Cáritas Diocesana de Segorbe-Castellón ha vuelto a advertir del agravamiento de las situaciones de pobreza y exclusión social que afectan a un número creciente de personas y familias en la provincia de Castellón. La entidad sitúa entre los principales factores el encarecimiento del coste de la vida, la subida continuada de los alquileres, la precariedad laboral y las dificultades administrativas que afectan a la población migrante, un contexto que obliga a reforzar la respuesta social de cara a 2026.
El director de la entidad, Francisco Mir, ha subrayado el impacto social de esta realidad y ha anunciado el refuerzo de proyectos sociales clave durante el próximo año. Según ha explicado, pese a la mejora de algunos indicadores de empleo, “la precariedad laboral se ha convertido en la nueva normalidad”, con trabajos que no garantizan condiciones suficientes para vivir con dignidad ni para romper el círculo de la exclusión.
Precariedad y nuevas realidades sociales
Mir ha señalado que “las nuevas realidades imponen nuevos retos”, siempre con la prioridad puesta en “la atención integral de las personas en situación de extrema pobreza y vulnerabilidad”. A este escenario se suma una de las problemáticas más preocupantes en la Comunitat Valenciana: el acceso a la vivienda, cada vez más limitado para los colectivos con menos recursos.
Junto a las dificultades estructurales, la entidad pone el foco en retos menos visibles pero de gran impacto social, como el deterioro de la salud mental, que afecta de forma creciente a personas jóvenes, el aislamiento social y la soledad no deseada, factores que agravan las situaciones de exclusión y pobreza.
Según los datos del último Informe FOESSA, una de cada cinco personas en la Comunitat Valenciana se ve afectada por la exclusión social, una cifra que, según advierte la entidad, no debe normalizarse y exige una respuesta urgente y compartida. En este sentido, Cáritas alerta del riesgo de asumir estas realidades como algo estructural e insiste en la necesidad de “encontrar soluciones entre todos”.
Proyectos prioritarios para 2026
Ante este contexto, Cáritas Diocesana ha reafirmado su compromiso de mantener la cercanía y el acompañamiento a las personas más vulnerables, al tiempo que refuerza proyectos específicos para responder a necesidades cada vez más complejas.
Entre las iniciativas que se impulsarán o consolidarán en 2026 destaca el Proyecto Bienestar, orientado al acompañamiento de personas con dificultades psicoemocionales, que será ampliado a lo largo del año. También el Proyecto Betania, centrado en soluciones habitacionales mediante alquiler social, que cuenta ya con siete viviendas vinculadas y varias más en proceso de gestión.
La entidad mantiene además recursos estables para personas sin hogar, como la Casa de Acogida San Pascual “el Pati”, en Vila-real, que funciona de manera permanente. A ello se suman los proyectos de formación e inserción sociolaboral, reforzados mediante la colaboración con empresas y entidades, con resultados que la organización califica de “muy esperanzadores” en términos de acceso al empleo.

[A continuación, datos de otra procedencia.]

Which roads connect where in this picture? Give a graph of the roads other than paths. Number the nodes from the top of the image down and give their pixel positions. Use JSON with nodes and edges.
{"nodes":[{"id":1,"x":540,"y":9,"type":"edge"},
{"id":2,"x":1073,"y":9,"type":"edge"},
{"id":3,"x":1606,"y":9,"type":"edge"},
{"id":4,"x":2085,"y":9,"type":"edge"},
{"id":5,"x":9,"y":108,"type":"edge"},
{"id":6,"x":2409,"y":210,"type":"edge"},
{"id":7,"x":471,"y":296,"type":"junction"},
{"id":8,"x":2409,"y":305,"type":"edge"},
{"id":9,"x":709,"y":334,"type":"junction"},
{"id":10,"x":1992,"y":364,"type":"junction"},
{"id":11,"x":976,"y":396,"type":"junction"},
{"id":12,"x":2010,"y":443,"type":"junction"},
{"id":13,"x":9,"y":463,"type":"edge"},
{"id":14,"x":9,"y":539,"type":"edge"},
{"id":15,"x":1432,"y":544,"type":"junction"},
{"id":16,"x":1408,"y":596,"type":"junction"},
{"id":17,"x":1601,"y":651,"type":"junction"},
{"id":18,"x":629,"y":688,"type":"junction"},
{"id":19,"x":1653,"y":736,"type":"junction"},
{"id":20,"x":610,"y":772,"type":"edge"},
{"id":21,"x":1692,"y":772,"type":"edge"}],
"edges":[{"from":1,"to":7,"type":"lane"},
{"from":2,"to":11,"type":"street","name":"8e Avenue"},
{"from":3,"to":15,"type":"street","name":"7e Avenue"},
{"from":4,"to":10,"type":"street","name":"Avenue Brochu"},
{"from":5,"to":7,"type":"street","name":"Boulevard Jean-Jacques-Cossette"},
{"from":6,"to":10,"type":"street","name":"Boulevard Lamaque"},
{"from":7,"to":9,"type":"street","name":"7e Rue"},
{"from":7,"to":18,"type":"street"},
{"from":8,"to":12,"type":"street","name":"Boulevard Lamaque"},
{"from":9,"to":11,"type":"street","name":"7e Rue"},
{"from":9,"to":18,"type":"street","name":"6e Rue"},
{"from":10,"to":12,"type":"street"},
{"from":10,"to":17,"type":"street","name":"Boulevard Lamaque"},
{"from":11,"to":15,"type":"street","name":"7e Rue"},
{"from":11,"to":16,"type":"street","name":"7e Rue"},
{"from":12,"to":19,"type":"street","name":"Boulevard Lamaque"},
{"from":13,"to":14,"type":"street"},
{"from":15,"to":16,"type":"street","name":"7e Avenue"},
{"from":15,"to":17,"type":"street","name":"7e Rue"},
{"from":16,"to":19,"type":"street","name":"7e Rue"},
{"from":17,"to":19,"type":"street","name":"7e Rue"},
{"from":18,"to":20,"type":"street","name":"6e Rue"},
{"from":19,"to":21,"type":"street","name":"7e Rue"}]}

Por último, Cáritas continúa desarrollando los Corredores de Hospitalidad, una iniciativa propiciada por el obispo de la diócesis, Casimiro López Llorente, para la acogida de personas migrantes con preparación y permiso de trabajo.
Llamamiento a la corresponsabilidad social
El director de Cáritas Diocesana ha vuelto a destacar la labor diaria del personal laboral y del voluntariado, así como la importancia de la colaboración de empresas, entidades sociales, donantes particulares y administraciones públicas. De cara a 2026, Mir ha realizado un llamamiento a la corresponsabilidad social, recordando que las aportaciones y colaboraciones de particulares y empresas son esenciales para sostener la acción social de la entidad.
Finalmente, ha expresado su confianza en la predisposición solidaria de la sociedad de Castellón “para mejorar la situación de las personas que sufren y están muy cerca de nosotros”.